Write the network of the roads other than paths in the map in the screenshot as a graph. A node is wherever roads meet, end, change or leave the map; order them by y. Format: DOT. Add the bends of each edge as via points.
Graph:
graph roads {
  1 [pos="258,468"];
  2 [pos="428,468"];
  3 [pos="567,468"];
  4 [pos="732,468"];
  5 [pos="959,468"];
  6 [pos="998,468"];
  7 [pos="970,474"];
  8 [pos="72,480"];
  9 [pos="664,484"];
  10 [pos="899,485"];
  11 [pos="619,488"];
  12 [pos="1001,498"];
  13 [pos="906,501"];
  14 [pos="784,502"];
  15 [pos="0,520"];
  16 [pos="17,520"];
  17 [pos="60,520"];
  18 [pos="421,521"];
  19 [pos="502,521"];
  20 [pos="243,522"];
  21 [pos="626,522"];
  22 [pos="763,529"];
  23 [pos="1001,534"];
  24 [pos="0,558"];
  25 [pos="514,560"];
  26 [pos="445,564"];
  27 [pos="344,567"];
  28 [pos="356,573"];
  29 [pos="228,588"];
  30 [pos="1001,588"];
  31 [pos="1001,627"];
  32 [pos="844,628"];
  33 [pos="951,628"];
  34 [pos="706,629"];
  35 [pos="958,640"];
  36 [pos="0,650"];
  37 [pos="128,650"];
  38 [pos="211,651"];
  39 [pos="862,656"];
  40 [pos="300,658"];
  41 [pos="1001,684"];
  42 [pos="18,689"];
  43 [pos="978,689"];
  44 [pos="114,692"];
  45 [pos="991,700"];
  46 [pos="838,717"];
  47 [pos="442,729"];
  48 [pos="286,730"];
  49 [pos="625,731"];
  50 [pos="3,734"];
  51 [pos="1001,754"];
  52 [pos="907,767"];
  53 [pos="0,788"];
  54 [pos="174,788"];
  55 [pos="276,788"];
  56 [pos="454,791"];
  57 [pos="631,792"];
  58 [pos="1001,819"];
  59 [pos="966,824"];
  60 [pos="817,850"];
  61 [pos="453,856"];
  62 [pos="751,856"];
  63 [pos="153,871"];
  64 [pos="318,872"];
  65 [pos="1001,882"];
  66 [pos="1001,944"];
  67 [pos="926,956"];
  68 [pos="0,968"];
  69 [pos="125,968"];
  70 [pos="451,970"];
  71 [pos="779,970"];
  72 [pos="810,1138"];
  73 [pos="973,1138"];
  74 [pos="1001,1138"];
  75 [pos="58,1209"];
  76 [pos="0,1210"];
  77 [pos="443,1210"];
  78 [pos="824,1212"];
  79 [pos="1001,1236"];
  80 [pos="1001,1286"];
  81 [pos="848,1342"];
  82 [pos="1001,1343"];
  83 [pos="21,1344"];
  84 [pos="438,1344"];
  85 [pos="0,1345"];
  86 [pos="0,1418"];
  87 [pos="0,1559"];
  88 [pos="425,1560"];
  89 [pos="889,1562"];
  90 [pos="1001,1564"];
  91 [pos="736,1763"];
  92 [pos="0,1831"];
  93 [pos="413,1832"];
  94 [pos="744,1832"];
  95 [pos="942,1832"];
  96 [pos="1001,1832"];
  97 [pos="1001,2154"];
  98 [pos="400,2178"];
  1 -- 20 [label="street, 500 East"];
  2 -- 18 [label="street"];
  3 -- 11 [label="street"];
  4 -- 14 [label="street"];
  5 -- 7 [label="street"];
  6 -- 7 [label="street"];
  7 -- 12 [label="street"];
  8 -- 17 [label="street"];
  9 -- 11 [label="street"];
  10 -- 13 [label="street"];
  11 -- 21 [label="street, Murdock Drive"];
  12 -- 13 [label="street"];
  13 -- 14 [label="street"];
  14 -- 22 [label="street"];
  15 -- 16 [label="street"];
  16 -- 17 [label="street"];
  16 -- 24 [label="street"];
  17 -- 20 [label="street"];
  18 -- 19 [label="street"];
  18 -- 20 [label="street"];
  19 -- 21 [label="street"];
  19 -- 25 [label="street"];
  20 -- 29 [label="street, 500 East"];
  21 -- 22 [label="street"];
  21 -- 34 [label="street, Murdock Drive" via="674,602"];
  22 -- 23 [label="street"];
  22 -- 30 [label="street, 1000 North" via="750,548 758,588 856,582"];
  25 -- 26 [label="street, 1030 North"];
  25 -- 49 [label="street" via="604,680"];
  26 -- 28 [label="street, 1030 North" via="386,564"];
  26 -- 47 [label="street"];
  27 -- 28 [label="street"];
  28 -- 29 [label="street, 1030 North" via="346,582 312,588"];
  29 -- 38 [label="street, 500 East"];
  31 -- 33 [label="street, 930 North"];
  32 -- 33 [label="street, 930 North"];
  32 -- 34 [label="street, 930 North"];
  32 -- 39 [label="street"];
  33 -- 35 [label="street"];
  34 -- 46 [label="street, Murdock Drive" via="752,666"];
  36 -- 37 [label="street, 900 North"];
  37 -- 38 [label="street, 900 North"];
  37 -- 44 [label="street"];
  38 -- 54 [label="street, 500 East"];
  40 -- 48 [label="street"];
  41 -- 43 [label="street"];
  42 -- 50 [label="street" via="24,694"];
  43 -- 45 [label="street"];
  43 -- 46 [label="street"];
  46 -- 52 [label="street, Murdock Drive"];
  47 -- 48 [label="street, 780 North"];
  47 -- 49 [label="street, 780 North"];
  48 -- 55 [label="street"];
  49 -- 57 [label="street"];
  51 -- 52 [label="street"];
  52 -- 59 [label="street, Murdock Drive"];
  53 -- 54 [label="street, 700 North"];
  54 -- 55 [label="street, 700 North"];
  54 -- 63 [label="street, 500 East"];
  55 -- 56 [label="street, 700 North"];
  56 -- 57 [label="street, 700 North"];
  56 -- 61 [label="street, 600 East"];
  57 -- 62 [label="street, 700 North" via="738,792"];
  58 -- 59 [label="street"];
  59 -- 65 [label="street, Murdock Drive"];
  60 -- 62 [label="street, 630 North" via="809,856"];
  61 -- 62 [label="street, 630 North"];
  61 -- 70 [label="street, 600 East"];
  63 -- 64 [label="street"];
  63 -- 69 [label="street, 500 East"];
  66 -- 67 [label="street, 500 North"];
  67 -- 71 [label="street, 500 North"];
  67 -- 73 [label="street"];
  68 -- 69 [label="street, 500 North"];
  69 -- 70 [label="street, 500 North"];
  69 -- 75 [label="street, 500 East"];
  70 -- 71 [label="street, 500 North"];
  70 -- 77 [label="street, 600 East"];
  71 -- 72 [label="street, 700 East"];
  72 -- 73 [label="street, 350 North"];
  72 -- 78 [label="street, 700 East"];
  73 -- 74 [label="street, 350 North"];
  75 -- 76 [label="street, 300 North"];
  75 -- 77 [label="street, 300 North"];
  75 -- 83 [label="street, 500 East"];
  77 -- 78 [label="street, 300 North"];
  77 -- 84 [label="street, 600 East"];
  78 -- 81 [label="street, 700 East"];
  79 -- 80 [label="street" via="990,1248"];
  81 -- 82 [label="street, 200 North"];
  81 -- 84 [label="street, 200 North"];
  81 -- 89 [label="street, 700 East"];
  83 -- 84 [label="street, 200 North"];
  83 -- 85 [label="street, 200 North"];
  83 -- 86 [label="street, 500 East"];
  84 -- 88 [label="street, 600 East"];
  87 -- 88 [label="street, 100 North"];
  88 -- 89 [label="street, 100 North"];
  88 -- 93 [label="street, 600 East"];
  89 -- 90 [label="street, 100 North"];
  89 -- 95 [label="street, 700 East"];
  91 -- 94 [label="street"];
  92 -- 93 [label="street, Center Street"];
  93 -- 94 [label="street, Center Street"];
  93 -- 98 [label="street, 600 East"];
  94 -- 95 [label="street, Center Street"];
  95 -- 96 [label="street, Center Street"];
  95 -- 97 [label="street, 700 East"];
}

# Problem to work on
Scan the records for the string "roads" and report each line where it occurs.

# Task output
Write the network of the roads other than paths in the map in the screenshot as a graph. A node is wherever roads meet, end, change or leave the map; order them by y. Format: DOT. Add the bends of each edge as via points.
graph roads {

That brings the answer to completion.